Mientras diseñaba páginas web y vendía seguros, Gerardo empezó todo un movimiento, al que se unió el futbol. Con la ayuda del Jimmy Lozano (exseleccionado nacional) y su esposa Caty Serna, reunió —en una campaña muy emotiva— a varias de las figuras internacionales más sobresalientes de aquel tiempo: Pep Guardiola, Xavi Hernández, Xabi Alonso, el mismísimo Arjen Robben, Álvaro Arbeola y Javier Chicharito Hernández, entre otros.

El mensaje de concientización sobre el autismo que lograron transmitir, y en el que participaron también el Piojo Herrera, Gerardo Torrado, Memo Ochoa, Rafa Márquez, Héctor Moreno y todo el Tricolor, impactó en millones de personas alrededor del mundo. Ese fue sólo el inicio de la gran labor de Gerardo Gaya, quien —después— extendió su esfuerzo al cine y al teatro con funciones incluyentes, sin tantas luces ni ruidos fuertes.

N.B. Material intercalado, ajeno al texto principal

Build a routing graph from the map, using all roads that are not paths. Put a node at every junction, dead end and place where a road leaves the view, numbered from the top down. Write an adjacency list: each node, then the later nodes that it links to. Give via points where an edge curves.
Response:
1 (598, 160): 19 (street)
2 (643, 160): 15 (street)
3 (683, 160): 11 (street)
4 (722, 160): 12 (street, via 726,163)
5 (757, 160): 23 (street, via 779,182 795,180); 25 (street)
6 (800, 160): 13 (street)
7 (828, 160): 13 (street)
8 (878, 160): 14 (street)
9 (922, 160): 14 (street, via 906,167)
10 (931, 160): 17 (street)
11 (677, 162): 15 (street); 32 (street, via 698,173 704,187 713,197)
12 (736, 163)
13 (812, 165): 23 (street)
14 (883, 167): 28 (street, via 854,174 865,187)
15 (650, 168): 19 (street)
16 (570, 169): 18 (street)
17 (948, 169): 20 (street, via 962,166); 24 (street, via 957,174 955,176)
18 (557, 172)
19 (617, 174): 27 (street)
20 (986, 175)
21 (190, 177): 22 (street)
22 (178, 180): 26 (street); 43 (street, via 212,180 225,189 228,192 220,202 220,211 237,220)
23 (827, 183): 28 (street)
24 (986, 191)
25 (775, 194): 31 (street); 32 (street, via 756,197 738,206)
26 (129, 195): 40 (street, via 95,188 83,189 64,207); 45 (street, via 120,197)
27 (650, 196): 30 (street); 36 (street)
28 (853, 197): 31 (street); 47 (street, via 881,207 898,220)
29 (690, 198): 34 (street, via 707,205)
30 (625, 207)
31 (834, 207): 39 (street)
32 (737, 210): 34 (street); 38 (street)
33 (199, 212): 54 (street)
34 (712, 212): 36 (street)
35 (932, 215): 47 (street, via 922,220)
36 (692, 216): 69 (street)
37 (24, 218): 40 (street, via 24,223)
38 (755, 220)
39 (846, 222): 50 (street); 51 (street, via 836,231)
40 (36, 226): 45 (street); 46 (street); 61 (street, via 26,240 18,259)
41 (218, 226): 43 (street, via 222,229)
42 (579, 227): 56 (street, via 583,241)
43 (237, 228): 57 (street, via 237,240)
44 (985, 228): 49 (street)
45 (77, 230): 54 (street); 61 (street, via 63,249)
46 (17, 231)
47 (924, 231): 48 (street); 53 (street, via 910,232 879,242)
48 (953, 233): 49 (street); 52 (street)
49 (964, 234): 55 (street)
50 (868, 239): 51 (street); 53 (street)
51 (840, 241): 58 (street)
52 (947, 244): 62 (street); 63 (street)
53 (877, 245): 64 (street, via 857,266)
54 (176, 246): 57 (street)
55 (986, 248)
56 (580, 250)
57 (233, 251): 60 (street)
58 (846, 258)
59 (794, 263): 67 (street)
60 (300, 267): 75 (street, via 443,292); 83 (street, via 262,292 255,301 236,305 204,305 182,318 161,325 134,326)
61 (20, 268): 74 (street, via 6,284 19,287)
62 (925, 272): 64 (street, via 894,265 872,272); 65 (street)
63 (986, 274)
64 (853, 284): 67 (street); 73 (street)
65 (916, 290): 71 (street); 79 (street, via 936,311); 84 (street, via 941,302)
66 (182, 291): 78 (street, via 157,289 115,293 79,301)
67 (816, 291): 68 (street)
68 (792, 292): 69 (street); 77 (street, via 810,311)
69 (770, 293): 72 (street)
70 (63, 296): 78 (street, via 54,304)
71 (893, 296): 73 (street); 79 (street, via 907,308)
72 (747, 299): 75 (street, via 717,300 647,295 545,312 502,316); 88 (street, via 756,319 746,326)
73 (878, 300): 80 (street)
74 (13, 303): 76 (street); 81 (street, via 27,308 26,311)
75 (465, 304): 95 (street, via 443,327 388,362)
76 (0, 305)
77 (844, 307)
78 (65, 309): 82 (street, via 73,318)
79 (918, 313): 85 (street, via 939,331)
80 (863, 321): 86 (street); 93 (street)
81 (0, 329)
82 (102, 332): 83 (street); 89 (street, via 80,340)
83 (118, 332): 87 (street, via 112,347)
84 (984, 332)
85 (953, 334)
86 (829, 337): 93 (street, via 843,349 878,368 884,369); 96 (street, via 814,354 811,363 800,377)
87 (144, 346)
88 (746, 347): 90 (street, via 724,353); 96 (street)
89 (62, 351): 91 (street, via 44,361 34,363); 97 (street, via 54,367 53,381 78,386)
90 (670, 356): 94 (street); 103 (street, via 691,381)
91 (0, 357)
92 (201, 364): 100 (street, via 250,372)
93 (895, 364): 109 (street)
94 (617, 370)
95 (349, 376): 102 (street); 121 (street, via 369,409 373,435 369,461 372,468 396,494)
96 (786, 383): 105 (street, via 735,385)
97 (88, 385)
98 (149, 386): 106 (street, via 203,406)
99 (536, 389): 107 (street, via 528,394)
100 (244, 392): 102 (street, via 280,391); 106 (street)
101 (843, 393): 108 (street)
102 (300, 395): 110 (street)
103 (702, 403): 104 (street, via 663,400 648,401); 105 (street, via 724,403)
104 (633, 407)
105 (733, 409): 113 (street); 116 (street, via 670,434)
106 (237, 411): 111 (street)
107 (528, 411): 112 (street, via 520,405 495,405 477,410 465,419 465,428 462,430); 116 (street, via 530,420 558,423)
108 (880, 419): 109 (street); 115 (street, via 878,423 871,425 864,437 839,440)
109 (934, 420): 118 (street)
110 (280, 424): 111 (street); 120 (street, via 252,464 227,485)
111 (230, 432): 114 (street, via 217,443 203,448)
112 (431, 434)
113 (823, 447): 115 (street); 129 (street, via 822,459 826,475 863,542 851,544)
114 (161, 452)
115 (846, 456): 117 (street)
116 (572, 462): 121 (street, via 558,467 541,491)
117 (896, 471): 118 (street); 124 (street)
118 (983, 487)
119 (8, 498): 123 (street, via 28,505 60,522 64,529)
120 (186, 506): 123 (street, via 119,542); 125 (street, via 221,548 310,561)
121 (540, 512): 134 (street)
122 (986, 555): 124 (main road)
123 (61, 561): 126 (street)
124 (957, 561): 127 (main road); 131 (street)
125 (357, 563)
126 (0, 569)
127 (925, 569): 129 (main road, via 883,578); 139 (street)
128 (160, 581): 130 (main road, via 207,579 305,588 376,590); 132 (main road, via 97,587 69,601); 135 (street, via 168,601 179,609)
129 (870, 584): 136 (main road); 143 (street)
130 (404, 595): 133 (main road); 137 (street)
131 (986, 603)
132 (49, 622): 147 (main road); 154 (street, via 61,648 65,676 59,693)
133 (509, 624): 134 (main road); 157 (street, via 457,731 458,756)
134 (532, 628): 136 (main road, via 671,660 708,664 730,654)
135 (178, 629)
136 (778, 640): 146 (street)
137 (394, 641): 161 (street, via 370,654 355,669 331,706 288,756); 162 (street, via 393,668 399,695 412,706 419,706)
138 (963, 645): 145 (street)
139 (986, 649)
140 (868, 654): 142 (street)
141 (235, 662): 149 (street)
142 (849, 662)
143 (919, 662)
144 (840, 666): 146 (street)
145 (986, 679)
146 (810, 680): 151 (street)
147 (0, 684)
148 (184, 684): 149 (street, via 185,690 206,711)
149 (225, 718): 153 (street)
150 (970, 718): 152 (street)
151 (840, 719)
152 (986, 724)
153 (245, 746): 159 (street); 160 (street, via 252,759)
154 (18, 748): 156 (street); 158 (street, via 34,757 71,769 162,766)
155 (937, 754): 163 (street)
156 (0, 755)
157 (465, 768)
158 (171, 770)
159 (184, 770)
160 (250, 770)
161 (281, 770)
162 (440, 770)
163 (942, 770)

Distintas industrias se sumaron a la causa; incluso, alguna aerolínea, y el día que Gerardo vio el nombre de “Iluminemos de Azul” (la fundación en pro del autismo que hoy preside) estampado precisamente en el fuselaje y al interior de un avión —donde todo comenzó—, entendió que detrás del miedo hay algo grande que nos espera.

En estos días complejos, es importante recordar lo que somos capaces de hacer...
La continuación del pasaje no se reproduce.